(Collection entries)
______
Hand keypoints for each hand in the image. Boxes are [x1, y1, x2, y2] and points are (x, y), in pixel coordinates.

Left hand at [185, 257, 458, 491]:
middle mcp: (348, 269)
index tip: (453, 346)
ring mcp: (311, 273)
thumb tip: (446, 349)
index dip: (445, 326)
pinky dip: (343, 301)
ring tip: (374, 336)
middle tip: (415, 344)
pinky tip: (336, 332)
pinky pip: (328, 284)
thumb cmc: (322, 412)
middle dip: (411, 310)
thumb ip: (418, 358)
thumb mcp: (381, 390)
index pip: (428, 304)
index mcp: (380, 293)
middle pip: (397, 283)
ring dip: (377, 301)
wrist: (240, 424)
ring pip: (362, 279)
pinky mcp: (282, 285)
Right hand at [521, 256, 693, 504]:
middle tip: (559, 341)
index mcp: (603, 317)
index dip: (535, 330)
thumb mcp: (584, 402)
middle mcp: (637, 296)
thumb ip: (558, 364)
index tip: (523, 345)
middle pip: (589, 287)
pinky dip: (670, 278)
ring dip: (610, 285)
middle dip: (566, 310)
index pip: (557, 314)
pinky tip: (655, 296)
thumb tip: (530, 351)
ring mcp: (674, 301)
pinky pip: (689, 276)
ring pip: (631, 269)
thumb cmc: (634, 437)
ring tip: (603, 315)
______
**What is required**
Find the word "ring" in the entries. Copy each line that holds it.

**Written answer**
ring mcp: (311, 273)
ring tip: (374, 336)
ring dip: (377, 301)
ring pip: (362, 279)
ring dip: (610, 285)
ring mcp: (674, 301)
ring pip: (631, 269)
ring tip: (603, 315)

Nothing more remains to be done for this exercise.